▶ [Data records]:
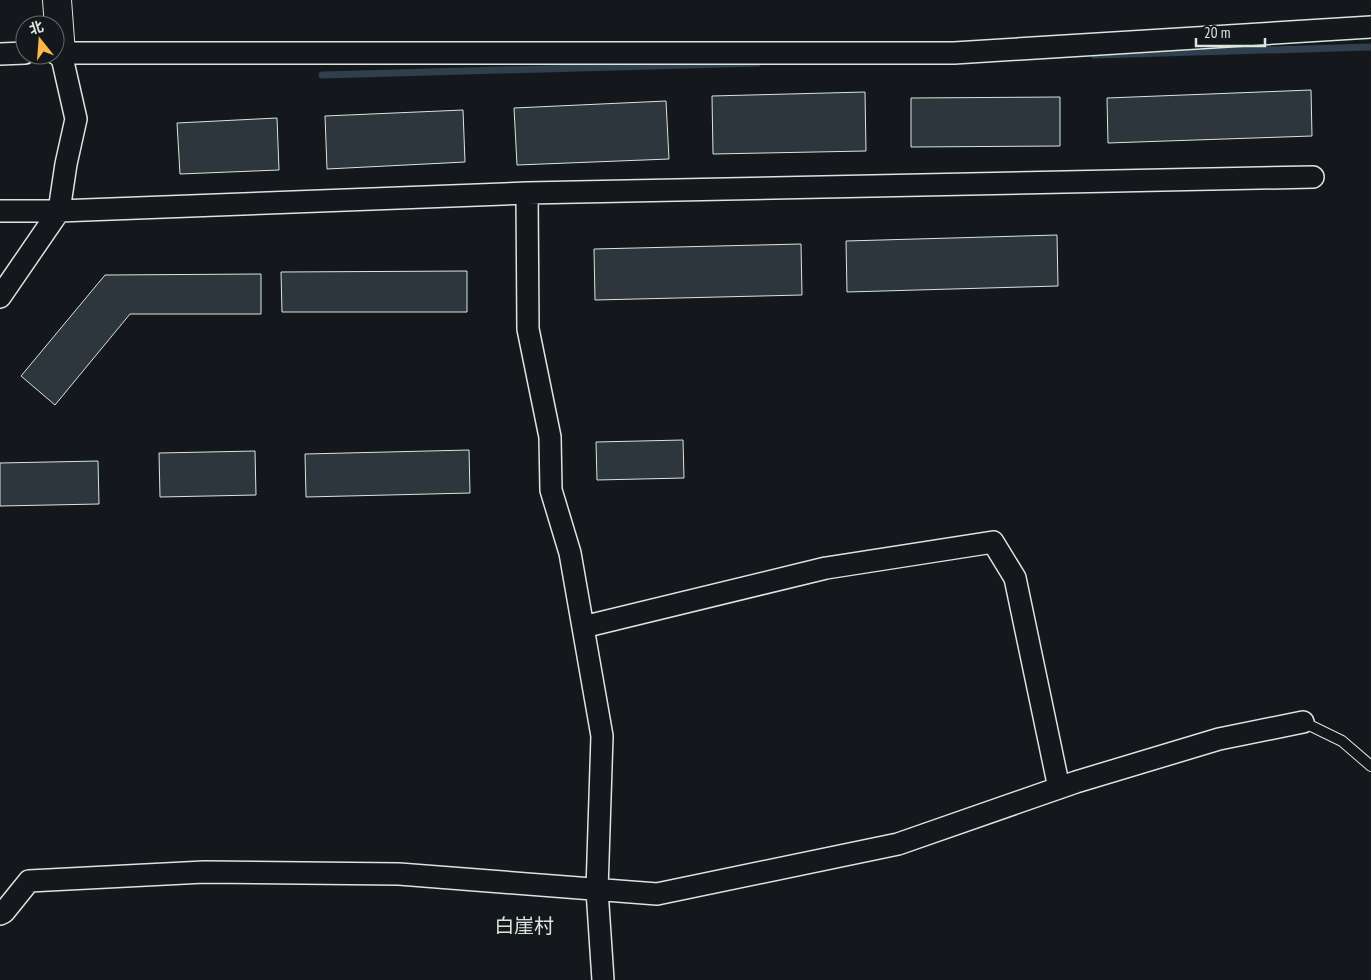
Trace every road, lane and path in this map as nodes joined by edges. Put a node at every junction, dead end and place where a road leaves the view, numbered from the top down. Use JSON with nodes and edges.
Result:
{"nodes":[{"id":1,"x":57,"y":0,"type":"edge"},
{"id":2,"x":57,"y":15,"type":"edge"},
{"id":3,"x":1371,"y":27,"type":"edge"},
{"id":4,"x":15,"y":53,"type":"edge"},
{"id":5,"x":65,"y":53,"type":"edge"},
{"id":6,"x":0,"y":54,"type":"edge"},
{"id":7,"x":61,"y":65,"type":"edge"},
{"id":8,"x":1313,"y":177,"type":"dead end"},
{"id":9,"x":527,"y":193,"type":"junction"},
{"id":10,"x":0,"y":211,"type":"edge"},
{"id":11,"x":59,"y":211,"type":"junction"},
{"id":12,"x":0,"y":297,"type":"edge"},
{"id":13,"x":583,"y":628,"type":"junction"},
{"id":14,"x":1303,"y":722,"type":"joint"},
{"id":15,"x":1371,"y":766,"type":"edge"},
{"id":16,"x":1059,"y":788,"type":"junction"},
{"id":17,"x":598,"y":890,"type":"junction"},
{"id":18,"x":0,"y":914,"type":"edge"},
{"id":19,"x":603,"y":980,"type":"edge"}],
"edges":[{"from":1,"to":2,"type":"street"},
{"from":3,"to":5,"type":"street"},
{"from":4,"to":6,"type":"street"},
{"from":7,"to":11,"type":"street"},
{"from":8,"to":9,"type":"street"},
{"from":9,"to":11,"type":"street"},
{"from":9,"to":13,"type":"street"},
{"from":10,"to":11,"type":"street"},
{"from":11,"to":12,"type":"street"},
{"from":13,"to":16,"type":"street"},
{"from":13,"to":17,"type":"street"},
{"from":14,"to":15,"type":"lane"},
{"from":14,"to":16,"type":"street"},
{"from":16,"to":17,"type":"street"},
{"from":17,"to":18,"type":"street"},
{"from":17,"to":19,"type":"street"}]}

▶ [What you have to do]: Show all of the lines above in which "edges" is present.

▶ [Exercise response]:
Trace every road, lane and path in this map as nodes joined by edges. Put a node at every junction, dead end and place where a road leaves the view, numbered from the top down. Use JSON with nodes and edges.
"edges":[{"from":1,"to":2,"type":"street"},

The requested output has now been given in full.